Props to Abrams for mining his own geeky, movie-obsessed childhood for detail like the Hunchback model, seen being fastidiously painted by Super 8’s lead character Joe (Joel Courtney) in a scene that beautifully encapsulates the often solitary bedroom-bound existence of the young suburban nerd. As it happens, I painted my models out in the garage, where my vast range of Humbrol enamel paints were stored, and what hours of concentrated enjoyment I gleaned doing just that. Over the ensuing years, via birthdays, and swapsies at school, I collected pretty much the whole set of Aurora Universal monsters: Dr Jekyll/Mr Hyde, Frankenstein’s monster, the Mummy, King Kong, Godzilla, the Phantom of the Opera and the Wolf Man. I also had Salem Witch, which didn’t seem to be from a Universal horror film, but whose bubbling cauldron of bats and eyeballs was a fond favourite.
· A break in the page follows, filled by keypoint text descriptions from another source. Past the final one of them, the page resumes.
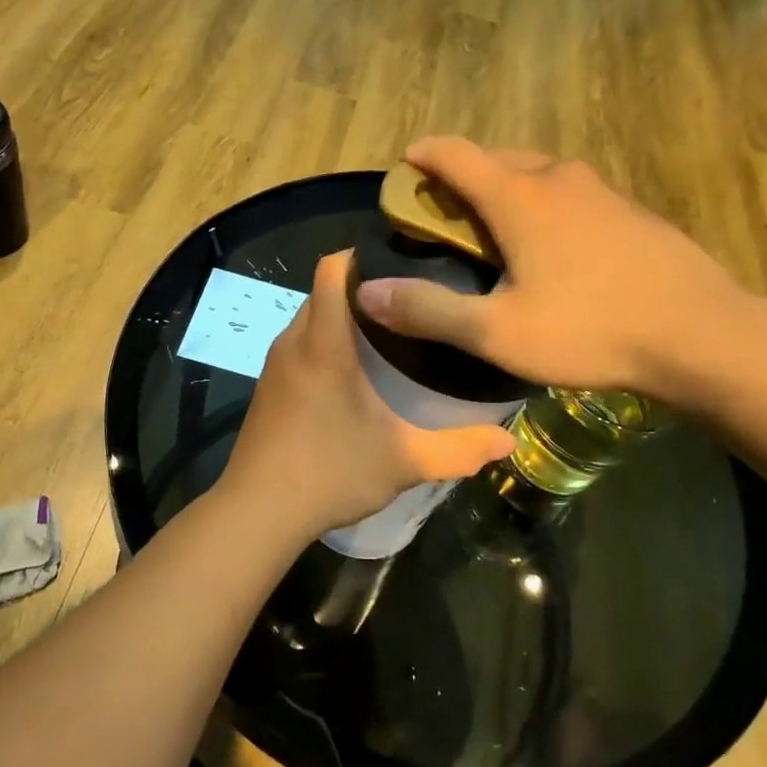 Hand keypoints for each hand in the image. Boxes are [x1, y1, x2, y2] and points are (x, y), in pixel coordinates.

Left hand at [215, 251, 515, 542]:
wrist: (258, 512)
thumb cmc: (330, 473)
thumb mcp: (403, 462)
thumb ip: (458, 449)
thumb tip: (508, 442)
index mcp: (323, 343)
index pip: (332, 270)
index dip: (362, 254)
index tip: (401, 260)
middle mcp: (294, 342)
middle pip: (323, 290)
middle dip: (361, 286)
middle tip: (409, 300)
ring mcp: (275, 365)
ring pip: (309, 317)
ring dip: (342, 316)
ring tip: (388, 331)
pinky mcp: (268, 387)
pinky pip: (299, 343)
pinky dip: (324, 340)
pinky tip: (353, 371)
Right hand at [353, 137, 752, 402]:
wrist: (702, 334)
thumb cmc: (590, 330)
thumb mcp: (497, 333)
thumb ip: (429, 311)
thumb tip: (367, 293)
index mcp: (519, 198)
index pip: (456, 154)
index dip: (425, 154)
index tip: (405, 163)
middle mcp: (558, 179)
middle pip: (498, 157)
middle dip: (465, 174)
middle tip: (446, 211)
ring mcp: (601, 191)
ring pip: (539, 174)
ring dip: (508, 188)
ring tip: (496, 228)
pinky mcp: (631, 211)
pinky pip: (572, 194)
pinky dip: (546, 204)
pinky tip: (555, 247) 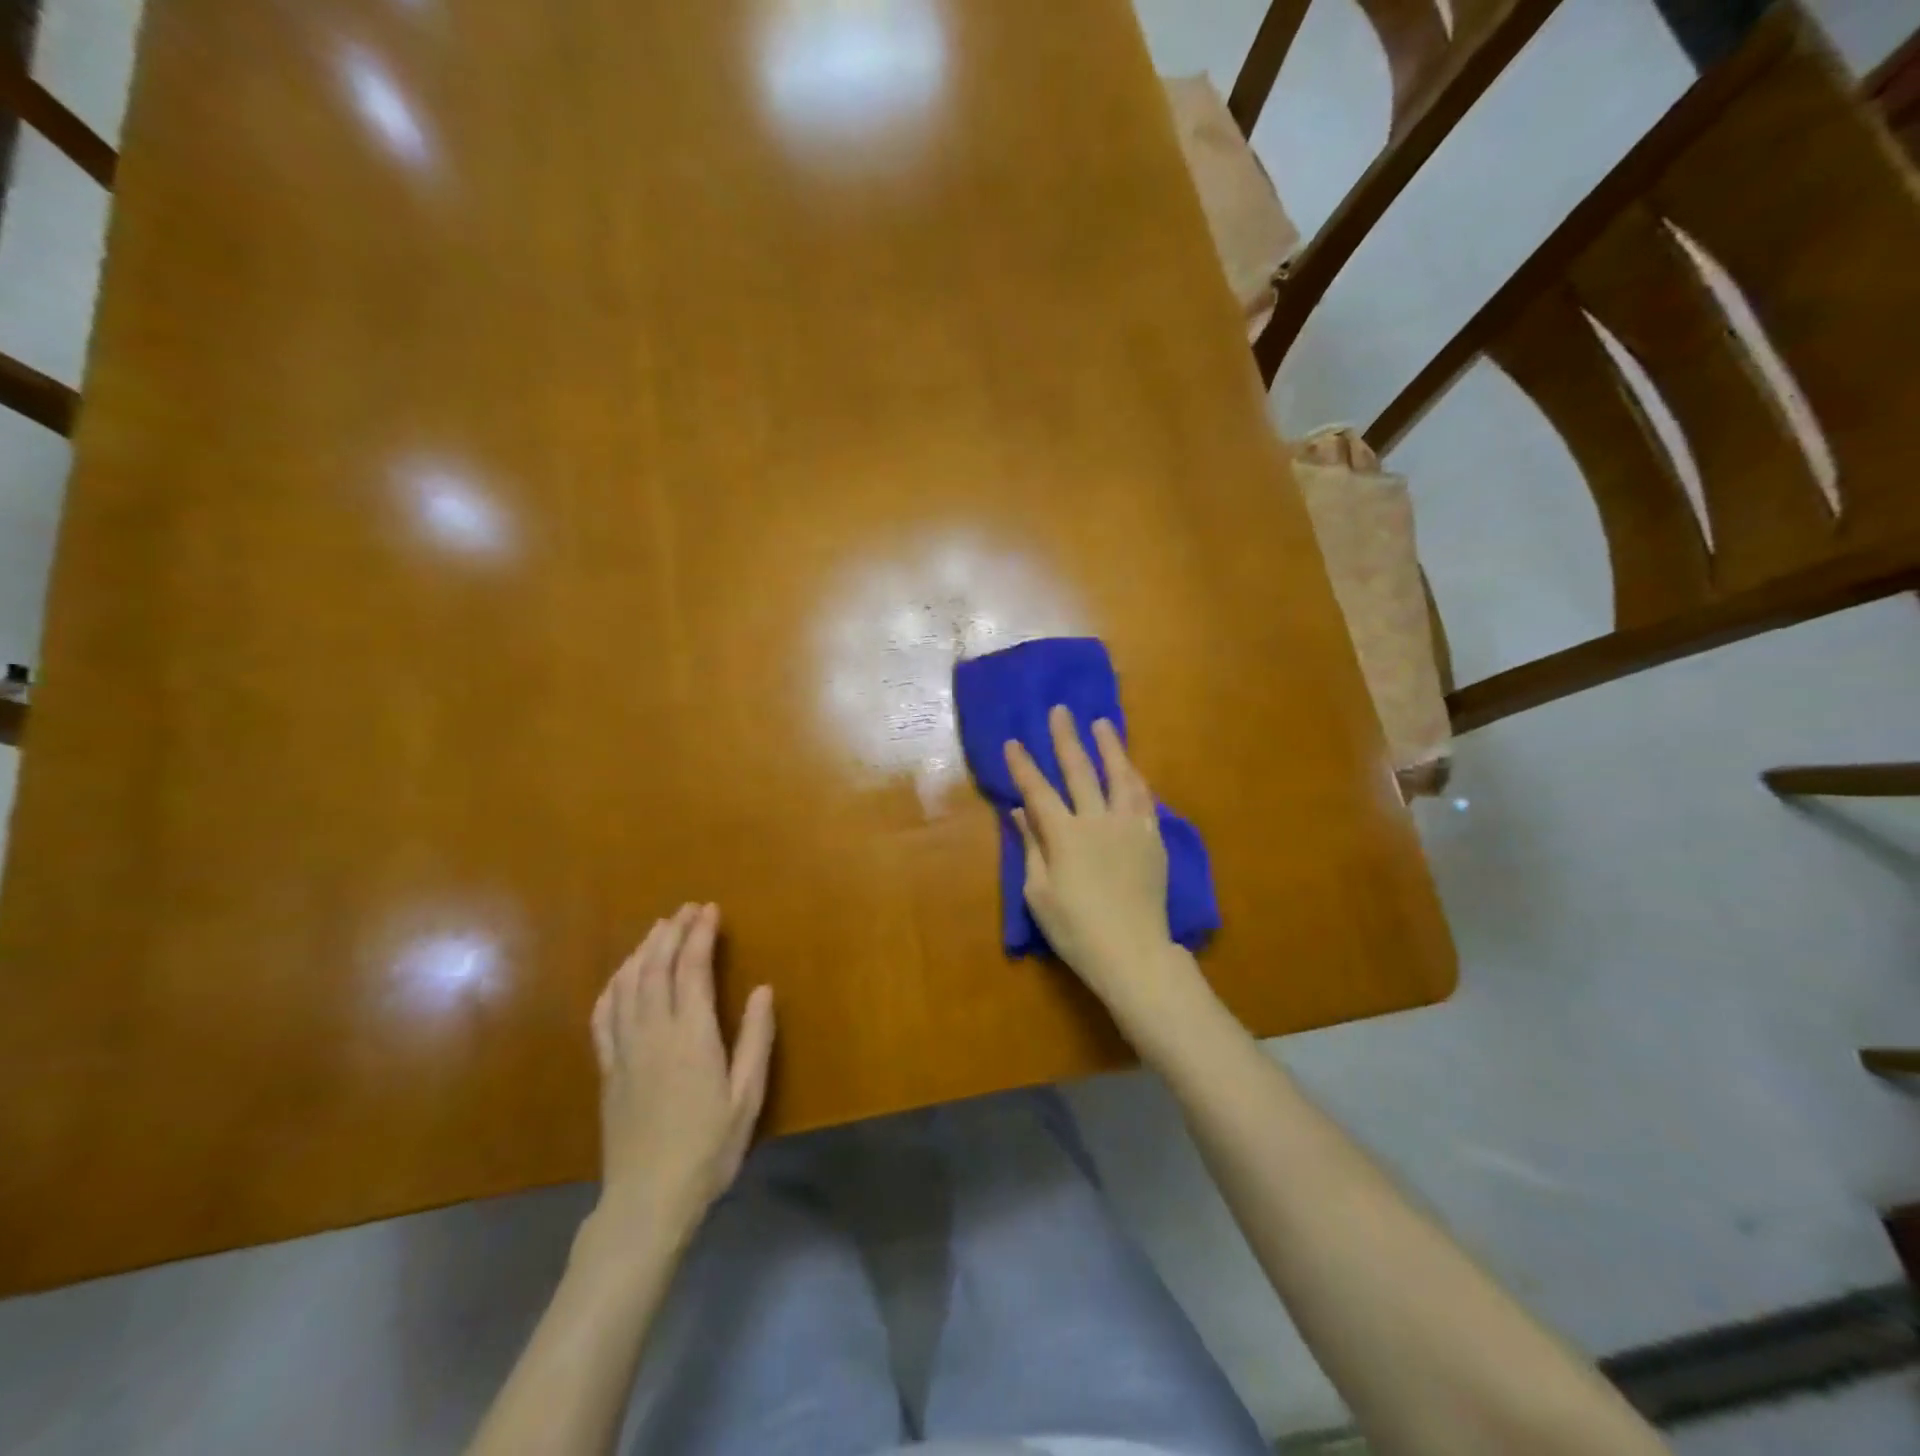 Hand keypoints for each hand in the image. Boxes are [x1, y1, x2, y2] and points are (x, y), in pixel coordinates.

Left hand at [588, 904, 775, 1248]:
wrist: (648, 1200)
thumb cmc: (709, 1148)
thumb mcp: (747, 1097)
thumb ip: (755, 1039)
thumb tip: (762, 989)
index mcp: (692, 1036)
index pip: (692, 969)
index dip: (700, 935)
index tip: (710, 911)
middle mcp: (654, 1032)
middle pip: (657, 967)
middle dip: (672, 932)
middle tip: (687, 909)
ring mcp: (625, 1049)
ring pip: (628, 985)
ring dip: (643, 950)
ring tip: (659, 928)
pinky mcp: (607, 1068)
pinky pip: (604, 1015)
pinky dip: (613, 985)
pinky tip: (622, 975)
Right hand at [1004, 706, 1192, 1019]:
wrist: (1133, 953)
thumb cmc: (1076, 929)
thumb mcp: (1039, 893)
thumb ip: (1031, 847)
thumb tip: (1020, 812)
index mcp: (1064, 835)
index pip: (1038, 791)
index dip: (1023, 766)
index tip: (1013, 742)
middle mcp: (1098, 821)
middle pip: (1080, 771)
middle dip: (1066, 739)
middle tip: (1061, 710)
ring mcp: (1130, 827)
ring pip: (1120, 776)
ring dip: (1110, 747)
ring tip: (1103, 724)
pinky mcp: (1152, 839)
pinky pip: (1145, 799)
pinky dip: (1136, 779)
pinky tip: (1132, 770) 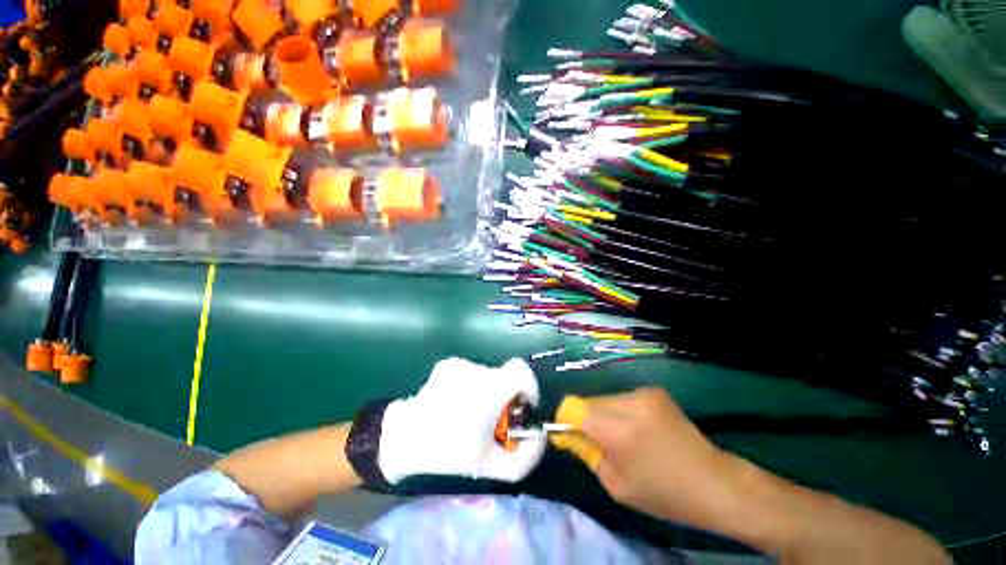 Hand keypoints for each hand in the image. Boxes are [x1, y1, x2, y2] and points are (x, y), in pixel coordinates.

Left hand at [378, 357, 545, 483]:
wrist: (403, 440)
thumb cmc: (448, 454)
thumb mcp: (492, 467)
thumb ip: (526, 456)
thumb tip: (540, 436)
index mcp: (489, 389)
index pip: (521, 370)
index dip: (529, 386)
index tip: (524, 405)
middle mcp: (475, 369)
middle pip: (503, 377)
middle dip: (504, 397)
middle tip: (493, 421)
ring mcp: (457, 365)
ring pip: (485, 376)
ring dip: (485, 393)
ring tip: (469, 416)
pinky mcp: (446, 365)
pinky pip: (468, 374)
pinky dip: (469, 388)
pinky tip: (454, 406)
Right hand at [552, 388, 731, 522]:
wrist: (714, 482)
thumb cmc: (664, 493)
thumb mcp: (616, 484)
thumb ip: (587, 453)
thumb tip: (569, 434)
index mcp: (616, 429)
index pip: (572, 408)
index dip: (565, 420)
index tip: (568, 435)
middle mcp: (627, 402)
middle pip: (588, 401)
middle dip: (586, 420)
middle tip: (599, 443)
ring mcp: (642, 393)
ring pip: (604, 399)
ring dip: (604, 416)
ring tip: (623, 438)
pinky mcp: (653, 391)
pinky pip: (622, 398)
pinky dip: (621, 412)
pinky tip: (639, 429) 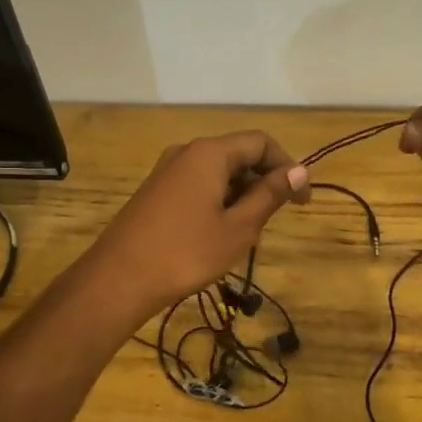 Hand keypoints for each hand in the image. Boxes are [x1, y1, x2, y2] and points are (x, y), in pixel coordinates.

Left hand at [85, 131, 310, 318]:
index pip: (261, 142)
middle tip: (273, 222)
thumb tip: (299, 171)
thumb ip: (270, 195)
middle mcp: (187, 152)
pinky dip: (218, 201)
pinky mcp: (156, 191)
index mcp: (210, 153)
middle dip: (264, 182)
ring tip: (246, 234)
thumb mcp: (239, 227)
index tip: (302, 202)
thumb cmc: (186, 253)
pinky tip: (218, 234)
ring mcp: (167, 170)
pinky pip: (198, 184)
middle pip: (239, 154)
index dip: (288, 167)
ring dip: (241, 195)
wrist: (118, 279)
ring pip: (219, 172) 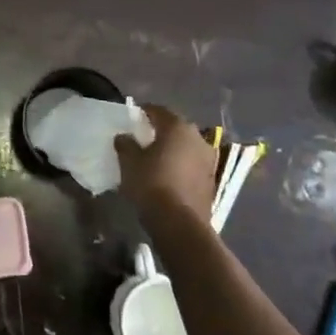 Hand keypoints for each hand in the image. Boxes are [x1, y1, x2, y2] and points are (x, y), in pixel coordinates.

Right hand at [114, 105, 216, 228]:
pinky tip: (168, 175)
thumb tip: (124, 136)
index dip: (144, 112)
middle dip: (160, 131)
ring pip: (186, 147)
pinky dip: (181, 166)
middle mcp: (197, 138)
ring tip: (156, 158)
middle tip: (143, 137)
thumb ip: (126, 144)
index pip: (158, 111)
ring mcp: (208, 160)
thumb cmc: (152, 184)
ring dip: (173, 149)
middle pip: (175, 128)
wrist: (180, 224)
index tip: (132, 117)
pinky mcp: (211, 180)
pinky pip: (192, 165)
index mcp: (177, 127)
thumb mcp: (129, 162) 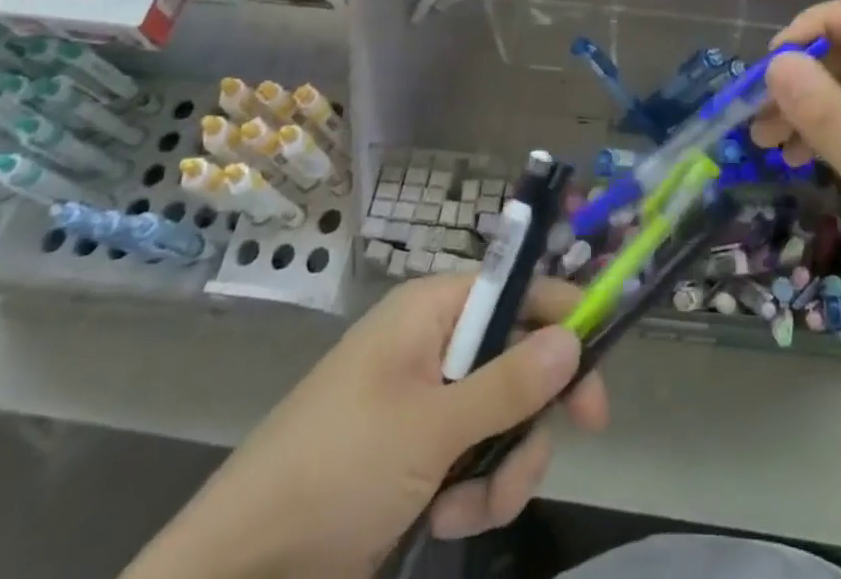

The Aurora horror range combined two of my early childhood loves: horror movies, and making models. I would pore for hours over the Airfix catalogue, trying to plan which model I would purchase next when pocket money or present-receiving opportunity would allow. I loved sticking them together, although the greatest thrill lay at either end of the process: handling the pieces when fresh out of the box and still affixed to the plastic frame, while absorbing the instructions, and then applying the paint at the other end. It’s funny how a tiny detail about the glow-in-the-dark model became my first point of bonding with JJ Abrams, who was born a year after me. Having seen the Hunchback in the film – and with a 35-minute slot during which to win him round and get him to say interesting things into my tape recorder – I told him how much it meant to me and we were suddenly discussing the etiquette of whether or not to paint over the fluorescent parts of the model (in the Hunchback’s case, his head and his back glowed, an aspect that actually freaked me out from my bedside).

I loved my kit models. I was a member of the Airfix Modellers’ Club. I still have the membership card somewhere. And yet, “club” was a misnomer, as modelling never won me any friends, nor led to any social interaction. It wasn’t exactly a group activity.

I never think of myself as the classic nerd. I spent a lot of time with friends, climbing trees, wading through streams, playing cricket and hide-and-seek. But I do celebrate the nerdiness gene, as it gave me time to think, whether I was sat up the dining room table meticulously creating my own comics, or out in the garage adding the decals to an Airfix model of an RAF Refuelling Set. (I did actually have that. It was brilliant.) My brother and I were obsessed with catalogues, and got as much pleasure looking through them as actually ever owning any of the stuff within.

That is all. I made the schoolboy error of looking at a thread about Collings & Herrin on the Word message boards after being alerted to its existence. As usual, a number of people who I would normally expect to ally myself with, being keen Word readers, heaped abuse upon me, and one called me a “gigantic bore” for writing about the past. He can actually fuck off. I find the past endlessly fascinating, especially the way it unites us, across continents sometimes. And anyway, the future looks pretty shit to me.